Salah Abdeslam, de enige overlevende van het terreurcommando dat de aanslagen van november 2015 in Parijs uitvoerde, zou enkele weken later in Hongarije een ontmoeting hebben gehad met neonazi's. Dat berichtte het Hongaarse nieuwsportaal "zoom.hu" vandaag althans onder aanhaling van bronnen binnen de regering in Boedapest, die niet genoemd wilden worden. Abeslam zou in januari 2016 samengekomen zijn met leden van het militante en extreemrechtse Hongaarse Nationale Front (MNA). Volgens "zoom.hu" werd Abdeslam tijdens zijn verblijf in Hongarije in de gaten gehouden door de Hongaarse geheime dienst. In samenspraak met de Franse en Belgische autoriteiten werd echter afgezien van een arrestatie, om erachter te komen wie hij precies zou ontmoeten. Eigenlijk was een internationaal opsporingsbevel uitgevaardigd tegen Abdeslam. Hij werd vier dagen voor de aanslagen van 22 maart 2016 in Brussel en Zaventem ingerekend.
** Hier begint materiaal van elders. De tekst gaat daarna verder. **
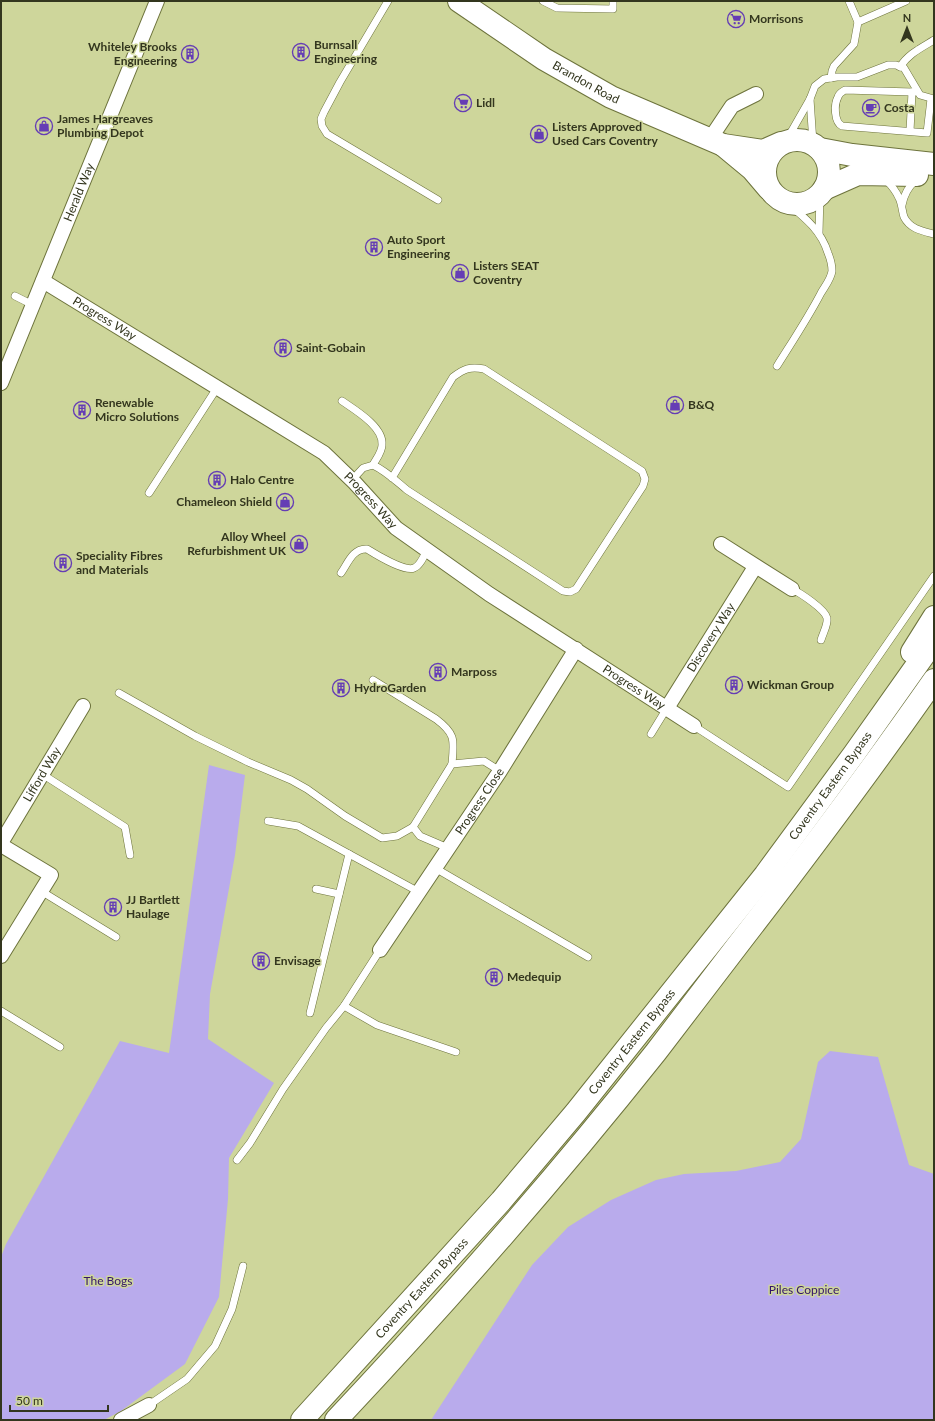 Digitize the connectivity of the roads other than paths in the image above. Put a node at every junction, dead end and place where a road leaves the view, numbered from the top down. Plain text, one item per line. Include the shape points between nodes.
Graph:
1 (157, 1) edge
2 (388, 1) edge
3 (459, 1) edge
4 (543, 1) edge
5 (613, 1) edge
6 (849, 1) edge
7 (906, 1) edge
8 (858, 22) junction
9 (934, 40) edge
10 (900, 67) junction
11 (831, 78) junction
12 (914, 92) junction
13 (756, 94) dead end
14 (810, 99) junction
15 (932, 99) edge
16 (910, 131) junction
17 (717, 142) junction
18 (783, 142) junction
19 (816, 146) junction
20 (931, 171) edge
21 (881, 174) junction
22 (769, 189) junction
23 (822, 192) junction
24 (438, 200) dead end
25 (786, 202) junction
26 (902, 207) junction
27 (819, 233) junction
28 (934, 234) edge
29 (43, 281) junction
30 (15, 296) dead end
31 (33, 305) junction
32 (777, 366) dead end
33 (1, 383) edge
34 (217, 388) junction
35 (342, 401) dead end
36 (373, 465) junction
37 (392, 478) junction
38 (352, 480) junction
39 (149, 493) dead end
40 (721, 544) dead end
41 (427, 550) junction
42 (755, 567) junction
43 (341, 572) dead end
44 (934, 576) edge
45 (792, 589) joint
46 (934, 617) edge
47 (821, 640) dead end
48 (934, 641) edge
49 (576, 650) junction
50 (373, 680) dead end
51 (934, 680) edge
52 (119, 693) dead end
53 (934, 699) edge
54 (83, 706) dead end
55 (667, 708) junction
56 (694, 726) joint
57 (651, 734) dead end
58 (452, 764) junction
59 (500, 771) junction
60 (42, 774) junction
61 (268, 821) dead end
62 (413, 827) junction
63 (1, 844) edge
64 (448, 848) junction
65 (808, 852) junction
66 (349, 854) junction
67 (130, 856) dead end
68 (435, 868) junction
69 (765, 875) junction
70 (316, 890) dead end
71 (41, 891) junction
72 (419, 892) junction
73 (339, 894) junction
74 (116, 937) dead end
75 (380, 950) joint
76 (1, 956) edge
77 (588, 956) dead end
78 (344, 1006) junction
79 (1, 1011) edge
80 (310, 1013) dead end
81 (60, 1048) dead end
82 (456, 1052) dead end
83 (237, 1160) dead end
84 (243, 1266) dead end
85 (150, 1405) joint
86 (121, 1420) edge
87 (302, 1420) edge
88 (336, 1420) edge

1 - 29 street, Herald Way
2 - 24 lane via 326,108 321,119 322,126 327,134
3 - 17 main road, Brandon Road via 544,59 611,97
4 - 5 lane via 557,8 613,9
6 - 8 lane
7 - 8 lane
8 - 11 lane via 854,44 834,66
9 - 10 lane via 913,53
10 - 11 lane via 888,65 857,77
10 - 12 lane via 907,73
11 - 14 lane via 824,79 815,86
12 - 15 lane
12 - 16 lane
12 - 16 lane via 845,90 837,98 835,117 838,125 842,126
13 - 17 street via 732,106
14 - 18 lane
14 - 19 lane
15 - 16 lane via 927,133
17 - 18 main road, Brandon Road via 763,151
17 - 22 main road, Brandon Road via 752,170
18 - 19 main road via 799,140
18 - 22 main road via 771,152 765,163 764,176
19 - 20 main road
19 - 23 main road via 829,166 828,179
20 - 21 main road
20 - 26 lane via 909,187
21 - 23 main road via 858,174
21 - 26 lane via 894,188
22 - 25 main road
23 - 25 main road via 809,202
23 - 27 lane
25 - 27 lane
26 - 28 lane via 904,217 911,225
27 - 32 lane via 826,246 832,271 816,305
29 - 31 street, Herald Way
29 - 34 street, Progress Way
30 - 31 lane
31 - 33 street, Herald Way
34 - 38 street, Progress Way via 324,453
34 - 39 lane
35 - 36 lane via 368,418 382,437 382,447
36 - 37 lane
36 - 38 lane via 364,468
37 - 37 lane via 406,490 563,591 570,592 576,588 643,486 645,479 642,471 484,369 475,367 453,377
38 - 41 street, Progress Way via 396,528
40 - 42 street
41 - 43 lane via 417,566 410,569 362,549 355,552
41 - 49 street, Progress Way
42 - 45 street
42 - 55 street, Discovery Way
44 - 56 lane via 788,787
45 - 47 lane via 825,613 827,617
46 - 69 main road via 897,676 817,784
48 - 69 main road, Coventry Eastern Bypass
49 - 55 street, Progress Way
49 - 59 street, Progress Close
50 - 58 lane via 446,726 454,741
51 - 65 main road, Coventry Eastern Bypass via 877,762
52 - 62 lane via 195,736 307,789 382,838 397,836
53 - 65 main road via 886,767
54 - 60 street, Lifford Way
55 - 56 street, Progress Way
55 - 57 lane
58 - 59 lane via 484,761
58 - 62 lane
59 - 64 street, Progress Close
60 - 63 street, Lifford Way
60 - 67 lane via 126,827
61 - 66 lane via 298,826
62 - 64 lane via 420,836
63 - 71 street via 51,875
64 - 68 street, Progress Close
65 - 88 main road, Coventry Eastern Bypass via 655,1052 572,1154 494,1245
66 - 72 lane
66 - 73 lane
68 - 72 street, Progress Close
68 - 77 lane
69 - 87 main road, Coventry Eastern Bypass via 576,1112 501,1201
70 - 73 lane
71 - 74 lane
71 - 76 street
72 - 75 street, Progress Close
73 - 80 lane
75 - 78 lane
78 - 82 lane via 377,1025
78 - 83 lane via 283,1089
79 - 81 lane
84 - 85 lane via 232,1309 215,1346 187,1379
85 - 86 street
Het Hongaarse Nationale Front, dat ook banden had met de Russische geheime dienst GRU, gebruikte video's van de terreurorganisatie Islamitische Staat (IS) voor haar eigen propaganda. In oktober vorig jaar doorzocht de politie het huis van MNA-leider Istvan Györkös in de buurt van de stad Györ, in het westen van Hongarije. Györkös schoot daarbij een agent dood en werd vervolgens opgepakt.

In januari 2016 zou een Oostenrijkse toeriste Abdeslam gezien hebben in een koffiehuis in de grensstad Sopron, in het westen van Hongarije. De vrouw maakte daar ook melding van bij de Oostenrijkse politie, zo berichtte de krant Kronen Zeitung toentertijd.